For example, some states that enacted legislation based on the 1985 Model Law added a provision to its Article 17 (authorising tribunals to issue interim measures) expressly permitting court enforcement of such measures. Many state enactments authorise parties to request such enforcement, some require a request from the tribunal and some contemplate requests from either a party or arbitrators. There are also procedural variations on each approach (such as requiring that leave be sought from a court before an enforcement action will be judicially entertained). Some states, instead, formally modified their implementation of the New York Convention so that it would apply ‘as if a reference to an award in those provisions were a reference to such an order’ for interim measures. And a few jurisdictions even authorised enforcement of arbitral interim measures by treaty. However, it bears repeating that very many jurisdictions had not addressed this matter legislatively at all. Most importantly, despite the diversity of approaches in the states that had done so, one feature common among many of these laws was that they confined enforcement to interim measures issued by a tribunal seated in the court’s own state, making development of a uniform transnational regime all the more desirable.
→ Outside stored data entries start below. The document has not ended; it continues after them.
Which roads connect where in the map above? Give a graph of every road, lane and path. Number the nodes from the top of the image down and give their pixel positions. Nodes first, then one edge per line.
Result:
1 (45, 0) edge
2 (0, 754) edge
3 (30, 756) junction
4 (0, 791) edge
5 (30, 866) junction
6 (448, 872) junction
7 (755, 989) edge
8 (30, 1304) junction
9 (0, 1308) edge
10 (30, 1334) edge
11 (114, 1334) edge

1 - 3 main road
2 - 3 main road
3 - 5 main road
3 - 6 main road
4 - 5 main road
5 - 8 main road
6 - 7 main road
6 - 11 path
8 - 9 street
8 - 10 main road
UNCITRAL resolved to fill that void when it embarked on revising its Model Law in 2001. The revised Model Law that UNCITRAL ultimately promulgated in 2006 includes a sprawling new Article 17 on interim measures, of which subsections 17H and 17I establish an explicit right and mechanism to enforce arbitral interim measures in the national courts of any relevant jurisdiction. Article 17H requires that an arbitral interim measure, no matter how styled (as an award, an order, a decision) ‘shall be recognized as binding and . . . enforced upon application to the competent court, irrespective of the country in which it was issued’, subject to certain limited grounds for non-enforcement set forth in Article 17I. These include the grounds already established for non-enforcement of awards on the merits under Model Law Article 36 (which derives, in turn, from Article V of the New York Convention), plus a few grounds only relevant to interim measures, such as that a party has not fulfilled a tribunal requirement to post security for the interim measure.
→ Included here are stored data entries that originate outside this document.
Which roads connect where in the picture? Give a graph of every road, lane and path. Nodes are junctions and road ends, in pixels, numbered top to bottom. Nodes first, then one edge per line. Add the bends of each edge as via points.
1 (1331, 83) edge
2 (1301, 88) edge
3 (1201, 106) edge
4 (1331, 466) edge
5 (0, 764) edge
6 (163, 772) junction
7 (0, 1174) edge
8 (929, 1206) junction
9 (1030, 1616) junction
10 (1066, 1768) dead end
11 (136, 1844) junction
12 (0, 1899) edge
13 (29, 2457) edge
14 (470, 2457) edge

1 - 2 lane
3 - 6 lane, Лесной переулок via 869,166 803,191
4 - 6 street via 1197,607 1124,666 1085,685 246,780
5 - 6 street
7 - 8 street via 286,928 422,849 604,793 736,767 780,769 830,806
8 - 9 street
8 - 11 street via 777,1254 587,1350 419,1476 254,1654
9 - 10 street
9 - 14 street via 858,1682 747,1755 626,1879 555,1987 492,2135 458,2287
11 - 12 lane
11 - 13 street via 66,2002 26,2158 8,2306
The drafters also included in the Model Law (2006) several provisions in response to the temporary nature of interim measures – starting with a clause confirming that a tribunal that has issued an interim measure may at any time ‘modify, suspend or terminate’ it. This power to revise interim measures is necessary since the facts known to a tribunal (or its appraisal of facts already known) may change as the arbitration progresses. To make this revision authority fully effective, the drafters authorised tribunals to require any party that has obtained an interim measure ‘promptly to disclose any material change in the circumstances on the basis of which the measure was requested or grounded’. Similarly, a party that has obtained court enforcement of such a measure ‘shall promptly inform the court of any termination, suspension, or modification of that interim measure’.
A further provision seeks to broaden the possible scope of enforcement by authorising any court that confronts an interim measure ‘incompatible with the powers conferred upon [it]’ to ‘reformulate the interim measure to the extent necessary to adapt it to its own powers and procedures for the purposes of enforcing that . . . measure’. Finally, the drafters included a closing provision reaffirming that any court entertaining a motion for enforcement of an interim measure ‘shall not, in making that determination, undertake a review of the substance of the interim measure’.
To gauge the impact of the Model Law’s innovation in interim measures enforcement, one must place Article 17, H and I in the larger context of the entire new Article 17, whose 11 subsections reflect a dramatic shift in understanding as to the importance of interim measures in international arbitration. Quite unexpectedly, what UNCITRAL launched as a relatively narrow project to provide for transnational enforcement of interim measures grew into a much broader legislative undertaking, ultimately encompassing eight new subsections of Article 17 that define the permissible categories of arbitral interim measures, establish the conditions on which tribunals may grant them, and stipulate a number of other procedural matters regarding their issuance, including the possibility of a subsequent award of damages to an affected party if the tribunal later determines that the interim measures should not have been granted.
Since these other provisions are addressed to tribunals rather than courts, they may appear to have little to do with enforcement. But, in fact, a primary reason why the Model Law now specifies which interim measures tribunals may issue, and when and how they may do so, is ‘to reassure courts that were asked to enforce arbitral interim measures that these measures were issued pursuant to a tribunal’s clear authority, and . . . to encourage national legislatures to enact a Model Law that required courts to enforce such measures’. Additionally, as noted by the Secretariat (and agreed by delegates):
Reports from practitioners and arbitral institutions indicate that parties are seeking interim measures in an increasing number of cases . . . To the extent arbitral tribunals are uncertain about issuing interim measures of protection and as a result refrain from issuing the necessary measures, this may lead to undesirable consequences, for example, unnecessary loss or damage may happen or a party may avoid enforcement of the award by deliberately making assets inaccessible to the claimant. Such a situation may also prompt parties to seek interim measures from courts instead of the arbitral tribunals in situations where the arbitral tribunal would be well placed to issue an interim measure.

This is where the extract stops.